======== EXCERPTED DATA ========
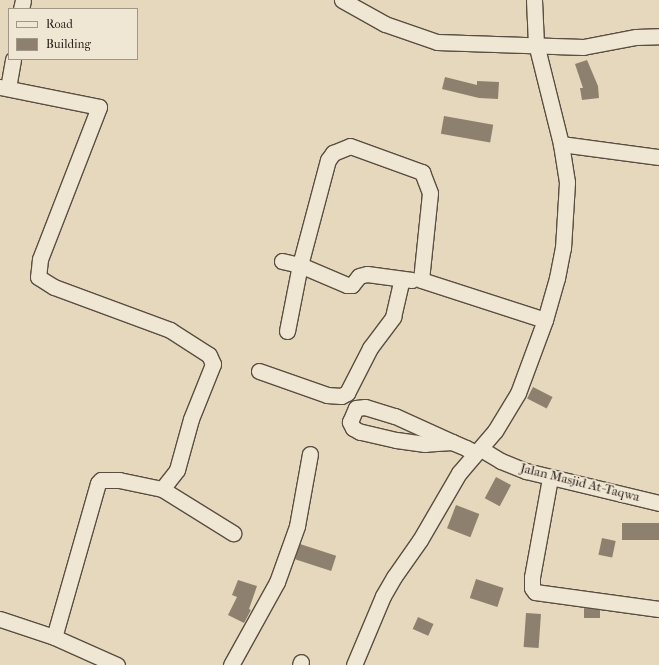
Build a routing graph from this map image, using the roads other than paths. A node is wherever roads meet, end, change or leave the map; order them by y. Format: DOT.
graph roads {
  1 [pos="342,0"];
  2 [pos="534,0"];
  3 [pos="659,36"];
  4 [pos="536,44"];
  5 [pos="13,60"];
  6 [pos="4,88"];
  7 [pos="561,144"];
  8 [pos="659,157"];
  9 [pos="282,261"];
  10 [pos="300,265"];
  11 [pos="402,279"];
  12 [pos="421,280"];
  13 [pos="545,320"];
  14 [pos="287,331"];
  15 [pos="259,371"];
  16 [pos="452,442"];
  17 [pos="479,451"];
  18 [pos="310,454"];
  19 [pos="550,478"];
  20 [pos="162,489"];
  21 [pos="659,503"];
  22 [pos="233,533"];
  23 [pos="659,609"];
  24 [pos="0,618"];
  25 [pos="54,637"];
  26 [pos="118,665"];
  27 [pos="231,665"];
  28 [pos="354,665"];
  1 -- 4 [label="street"];
  2 -- 4 [label="street"];
  3 -- 4 [label="street"];
  4 -- 7 [label="street"];
  5 -- 6 [label="street"];
  6 -- 20 [label="street"];
  7 -- 8 [label="street"];
  7 -- 13 [label="street"];
  9 -- 10 [label="street"];
  10 -- 11 [label="street"];
  10 -- 12 [label="street"];
  10 -- 14 [label="street"];
  11 -- 12 [label="street"];
  11 -- 15 [label="street"];
  12 -- 13 [label="street"];
  13 -- 17 [label="street"];
  16 -- 16 [label="street, Jalan Masjid At-Taqwa"];
  16 -- 17 [label="street, Jalan Masjid At-Taqwa"];
  17 -- 19 [label="street, Jalan Masjid At-Taqwa"];
  17 -- 28 [label="street"];
  18 -- 27 [label="street"];
  19 -- 21 [label="street, Jalan Masjid At-Taqwa"];
  19 -- 23 [label="street"];
  20 -- 22 [label="street"];
  20 -- 25 [label="street"];
  24 -- 25 [label="street"];
  25 -- 26 [label="street"];
}
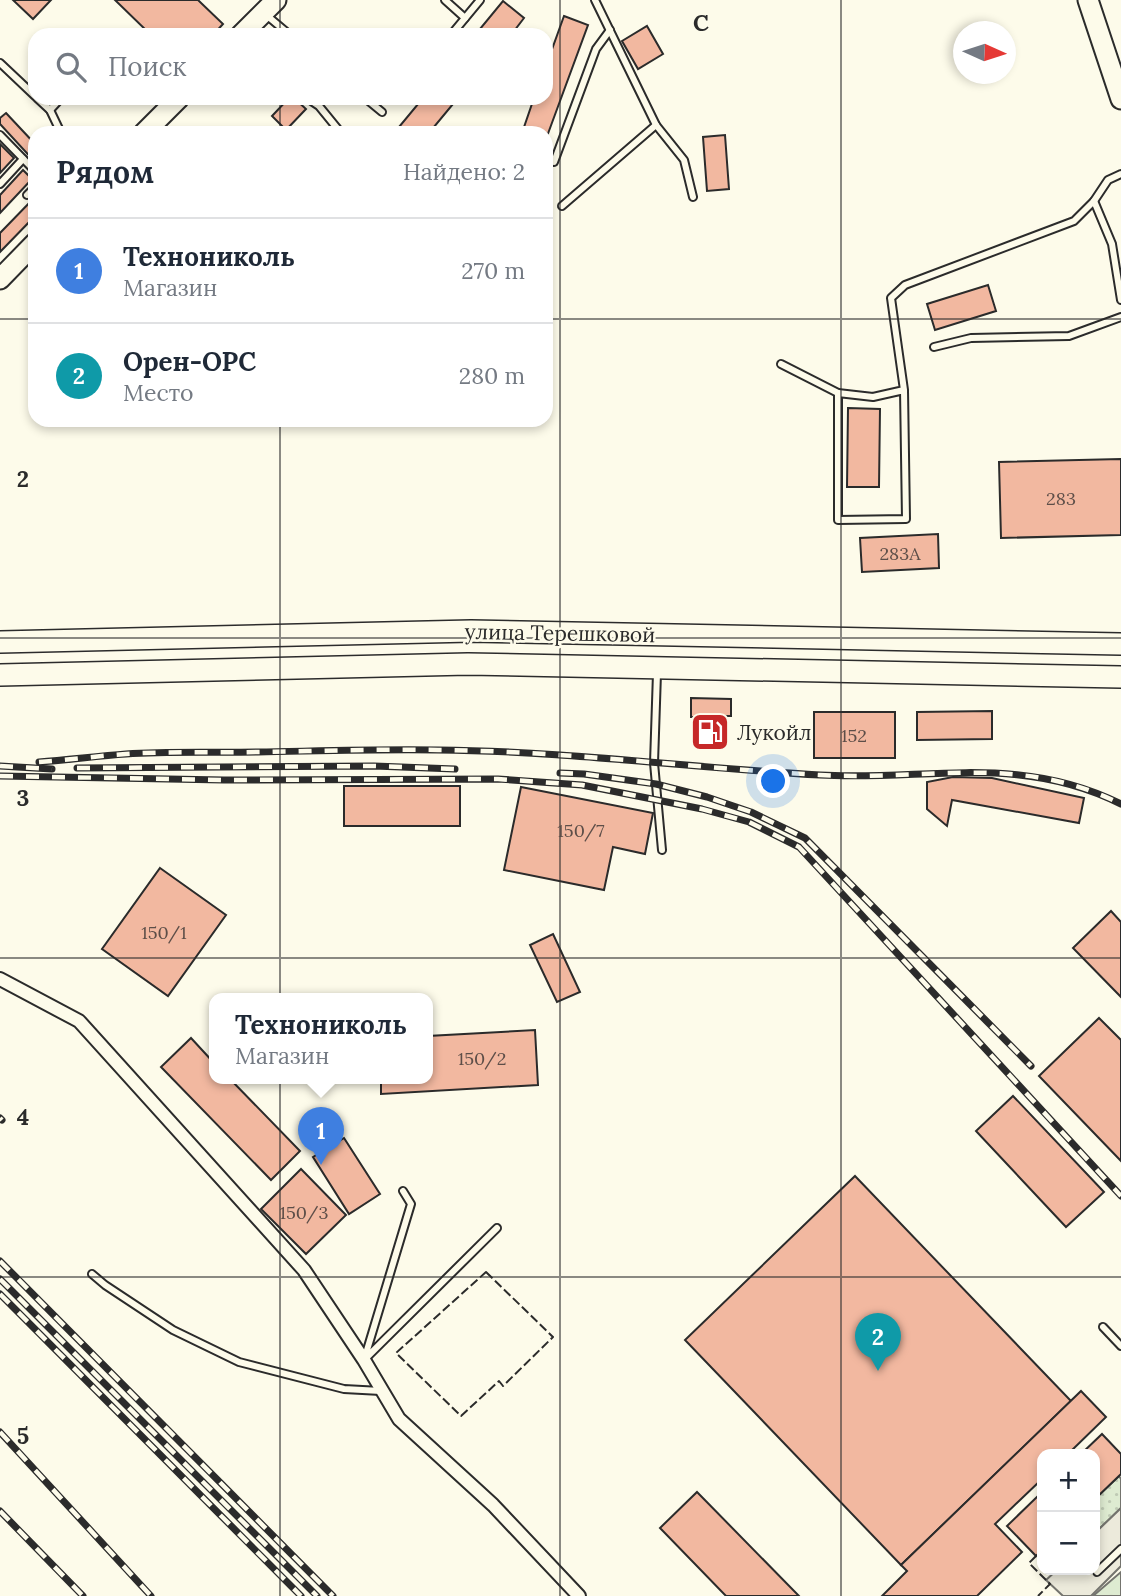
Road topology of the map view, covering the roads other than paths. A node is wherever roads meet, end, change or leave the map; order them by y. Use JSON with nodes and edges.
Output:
========
ASSIGNED TASK - Drop the pictures and reproduce the rest of the data above exactly.

ANSWER -
Build a routing graph from this map image, using the roads other than paths. A node is wherever roads meet, end, change or leave the map; order them by y. Format: DOT.
graph roads {
  1 [pos="342,0"];
  2 [pos="534,0"];
  3 [pos="659,36"];
  4 [pos="536,44"];
  5 [pos="13,60"];
  6 [pos="4,88"];
  7 [pos="561,144"];
  8 [pos="659,157"];
  9 [pos="282,261"];
  10 [pos="300,265"];
  11 [pos="402,279"];
  12 [pos="421,280"];
  13 [pos="545,320"];
  14 [pos="287,331"];
  15 [pos="259,371"];
  16 [pos="452,442"];
  17 [pos="479,451"];
  18 [pos="310,454"];
  19 [pos="550,478"];
  20 [pos="162,489"];
  21 [pos="659,503"];
  22 [pos="233,533"];
  23 [pos="659,609"];
  24 [pos="0,618"];
  25 [pos="54,637"];
  26 [pos="118,665"];
  27 [pos="231,665"];
  28 [pos="354,665"];
  1 -- 4 [label="street"];
  2 -- 4 [label="street"];
  3 -- 4 [label="street"];
  4 -- 7 [label="street"];
  5 -- 6 [label="street"];
  6 -- 20 [label="street"];
  7 -- 8 [label="street"];
  7 -- 13 [label="street"];
  9 -- 10 [label="street"];
  10 -- 11 [label="street"];
  10 -- 12 [label="street"];
  10 -- 14 [label="street"];
  11 -- 12 [label="street"];
  11 -- 15 [label="street"];
  12 -- 13 [label="street"];
  13 -- 17 [label="street"];
  16 -- 16 [label="street, Jalan Masjid At-Taqwa"];
  16 -- 17 [label="street, Jalan Masjid At-Taqwa"];
  17 -- 19 [label="street, Jalan Masjid At-Taqwa"];
  17 -- 28 [label="street"];
  18 -- 27 [label="street"];
  19 -- 21 [label="street, Jalan Masjid At-Taqwa"];
  19 -- 23 [label="street"];
  20 -- 22 [label="street"];
  20 -- 25 [label="street"];
  24 -- 25 [label="street"];
  25 -- 26 [label="street"];
}
Road topology of the map view, covering the roads other than paths. A node is wherever roads meet, end, change or leave the map; order them by y. Use JSON with nodes and edges.
Output:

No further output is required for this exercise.